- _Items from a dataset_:
******************************

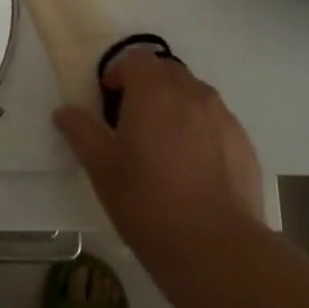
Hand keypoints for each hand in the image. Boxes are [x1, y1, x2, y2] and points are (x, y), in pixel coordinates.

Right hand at [54, 49, 264, 270]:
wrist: (216, 248)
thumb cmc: (149, 203)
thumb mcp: (103, 170)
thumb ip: (82, 133)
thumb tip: (64, 112)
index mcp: (154, 92)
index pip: (136, 59)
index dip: (119, 73)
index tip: (108, 99)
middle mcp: (192, 93)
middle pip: (167, 72)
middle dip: (148, 86)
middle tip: (133, 121)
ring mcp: (223, 117)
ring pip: (195, 95)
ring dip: (176, 106)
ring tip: (165, 145)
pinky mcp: (244, 143)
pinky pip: (216, 122)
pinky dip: (201, 130)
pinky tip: (194, 168)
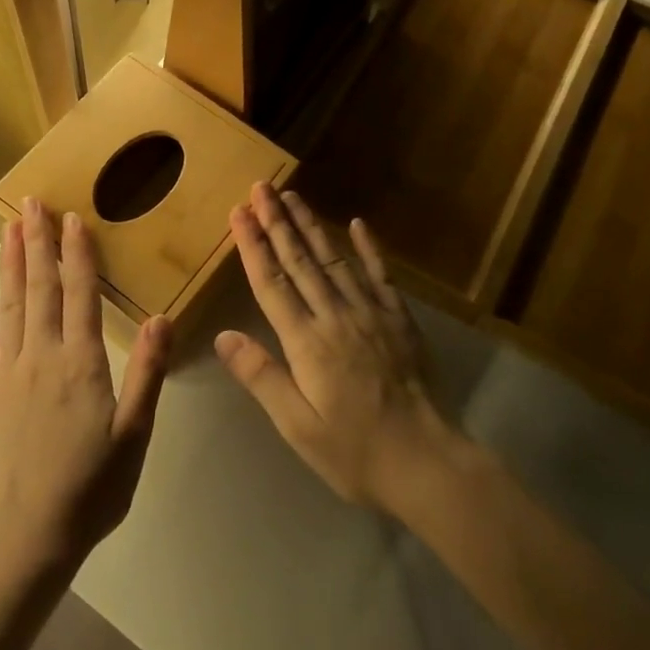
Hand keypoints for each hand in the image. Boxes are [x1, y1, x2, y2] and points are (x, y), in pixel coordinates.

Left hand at [0, 199, 171, 574]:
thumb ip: (147, 373)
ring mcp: (8, 375)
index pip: (80, 294)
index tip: (72, 218)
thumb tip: (161, 317)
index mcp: (81, 363)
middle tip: (31, 203)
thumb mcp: (135, 435)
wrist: (27, 535)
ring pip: (10, 308)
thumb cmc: (92, 487)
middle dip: (36, 243)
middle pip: (40, 289)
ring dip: (10, 266)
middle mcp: (42, 357)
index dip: (78, 254)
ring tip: (7, 229)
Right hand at [215, 183, 454, 515]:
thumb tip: (223, 336)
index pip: (272, 283)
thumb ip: (261, 377)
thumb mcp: (297, 426)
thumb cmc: (354, 451)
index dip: (253, 245)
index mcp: (307, 342)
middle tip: (261, 187)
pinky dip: (369, 248)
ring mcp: (371, 313)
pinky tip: (358, 223)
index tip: (238, 212)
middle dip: (277, 222)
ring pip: (335, 259)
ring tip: (292, 196)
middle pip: (301, 261)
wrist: (427, 462)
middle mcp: (336, 316)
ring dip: (311, 226)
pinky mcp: (400, 320)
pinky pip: (381, 275)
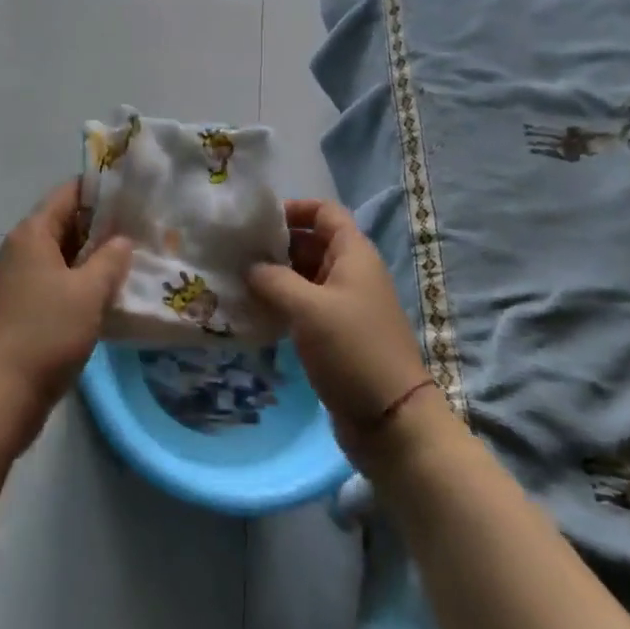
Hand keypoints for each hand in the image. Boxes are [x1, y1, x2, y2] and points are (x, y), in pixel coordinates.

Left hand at [0, 180, 132, 446]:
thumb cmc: (45, 333)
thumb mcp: (88, 292)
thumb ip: (110, 259)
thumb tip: (122, 239)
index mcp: (32, 233)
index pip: (69, 193)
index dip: (102, 191)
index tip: (135, 197)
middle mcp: (21, 248)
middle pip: (65, 223)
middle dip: (102, 228)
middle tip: (143, 233)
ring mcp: (17, 280)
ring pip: (62, 257)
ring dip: (93, 260)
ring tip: (132, 264)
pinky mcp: (20, 308)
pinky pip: (55, 283)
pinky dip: (79, 284)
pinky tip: (107, 298)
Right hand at [247, 199, 431, 462]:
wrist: (392, 420)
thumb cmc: (353, 350)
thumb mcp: (307, 309)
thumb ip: (273, 280)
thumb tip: (249, 267)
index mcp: (354, 254)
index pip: (324, 212)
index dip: (294, 209)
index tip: (258, 221)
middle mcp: (352, 272)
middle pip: (312, 242)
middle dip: (277, 244)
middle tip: (238, 252)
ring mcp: (346, 304)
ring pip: (306, 275)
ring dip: (276, 276)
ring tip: (239, 280)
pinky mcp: (338, 333)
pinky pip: (306, 304)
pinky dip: (283, 302)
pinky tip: (256, 311)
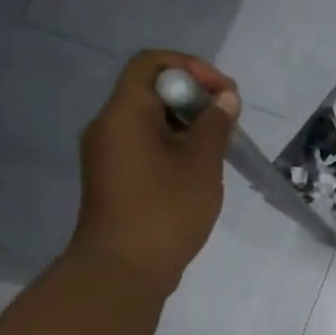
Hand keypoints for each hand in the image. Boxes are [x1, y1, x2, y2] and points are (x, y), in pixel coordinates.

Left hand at [69, 51, 240, 293]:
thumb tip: (224, 100)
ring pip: (149, 122)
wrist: (122, 271)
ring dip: (186, 126)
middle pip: (150, 91)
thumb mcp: (201, 164)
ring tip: (218, 149)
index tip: (224, 94)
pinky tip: (197, 173)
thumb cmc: (164, 211)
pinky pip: (144, 147)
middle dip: (193, 98)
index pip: (151, 63)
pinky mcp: (113, 180)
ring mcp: (108, 156)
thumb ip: (215, 125)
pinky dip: (172, 148)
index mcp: (123, 113)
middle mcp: (108, 127)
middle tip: (227, 123)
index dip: (191, 68)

******************************

- _TASK_: A faithful, word-for-word version of the records above is needed, with no images in it.

- _WRITTEN REPLY_:
Hand keypoints for each hand in the image. Boxes are [x1, y1, x2, y2] and points are (x, y), in pixel coordinates.

Right hand at [54, 49, 264, 270]:
wrist: (216, 248)
thumb cmc: (149, 203)
thumb mcp: (103, 170)
thumb ip: (82, 133)
thumb tip: (64, 112)
index mcp: (154, 92)
index pip: (136, 59)
index dip: (119, 73)
index tip: (108, 99)
middle mcp: (192, 93)
middle pip: (167, 72)
middle dip: (148, 86)
middle tip: (133, 121)
ring mcp: (223, 117)
ring pip: (195, 95)
ring dip: (176, 106)
ring tip: (165, 145)
pinky mcp: (244, 143)
pinky pip: (216, 122)
pinky dip: (201, 130)
pinky tip: (194, 168)
Hand keypoints for each hand in the image. Boxes are [x1, y1, x2, y2] and points are (x, y), in pixel coordinates.

Left hand at [0, 199, 171, 574]:
thumb ip: (147, 373)
ring mcp: (8, 375)
index pip: (80, 294)
index tip: (72, 218)
thumb tip: (161, 317)
index mcp: (81, 363)
middle tip: (31, 203)
thumb mcp: (135, 435)
wrist: (27, 535)
ring pip: (10, 308)
thumb cmc: (92, 487)
middle dip: (36, 243)
middle pip: (40, 289)
ring dip: (10, 266)
middle mcp: (42, 357)
index dip: (78, 254)
ring tip: (7, 229)
Right hand at [215, 183, 454, 515]:
thumb tip: (223, 336)
index pip: (272, 283)
thumb ip: (261, 377)
thumb mcp: (297, 426)
thumb cmc: (354, 451)
index dip: (253, 245)
index mcp: (307, 342)
middle tip: (261, 187)
pinky dip: (369, 248)
ring mcp: (371, 313)
pinky tip: (358, 223)
index tip: (238, 212)
middle dip: (277, 222)
ring pip: (335, 259)
ring tip: (292, 196)
middle pip: (301, 261)
wrist: (427, 462)
middle mcp: (336, 316)
ring dip: (311, 226)
pinky mcp: (400, 320)
pinky pip: (381, 275)
Hand keypoints for each hand in the image. Boxes are [x1, y1, x2, y2] and points are (x, y), in pixel coordinates.

Left hand at [0, 180, 132, 446]:
thumb cmc: (45, 333)
thumb mcp: (88, 292)
thumb ip: (110, 259)
thumb tip: (122, 239)
index mcp: (32, 233)
index pip: (69, 193)
index dip: (102, 191)
index tip: (135, 197)
middle mcp: (21, 248)
middle pip: (65, 223)
middle dip: (102, 228)
middle tip: (143, 233)
ring mcp: (17, 280)
ring pip: (62, 257)
ring dip: (93, 260)
ring tip: (132, 264)
pinky mcp: (20, 308)
pinky pip: (55, 283)
pinky dip: (79, 284)
pinky tip: (107, 298)
Right hand at [247, 199, 431, 462]:
wrist: (392, 420)
thumb cmc: (353, 350)
thumb mcp: (307, 309)
thumb ip: (273, 280)
thumb tip: (249, 267)
index mcp: (354, 254)
index pip: (324, 212)
index dip: (294, 209)
index tip: (258, 221)
middle mcp: (352, 272)
middle pip: (312, 242)
middle dip: (277, 244)
middle tip: (238, 252)
ring mcp: (346, 304)
ring pip: (306, 275)
ring dip: (276, 276)
ring tip: (239, 280)
pinky mcp: (338, 333)
pinky pip: (306, 304)
pinky dip: (283, 302)
pinky tip: (256, 311)
Hand keypoints for each hand in the image. Boxes are [x1, y1, x2, y2] and points are (x, y), in pixel coordinates.

Left hand at [69, 51, 240, 293]:
thumb tip: (224, 100)
ring pip: (149, 122)
wrist: (122, 271)
ring dip: (186, 126)
middle pip: (150, 91)
thumb mcp: (201, 164)
ring tip: (218, 149)
index tip: (224, 94)
pinky tip: (197, 173)
thumb cmc: (164, 211)
pinky pip: (144, 147)
middle dip: (193, 98)
index pip: (151, 63)
pinky mcp: (113, 180)
ring mcp: (108, 156)
thumb ip: (215, 125)
pinky dip: (172, 148)
index mcp: (123, 113)
middle mcp: (108, 127)
middle tip: (227, 123)
index dip: (191, 68)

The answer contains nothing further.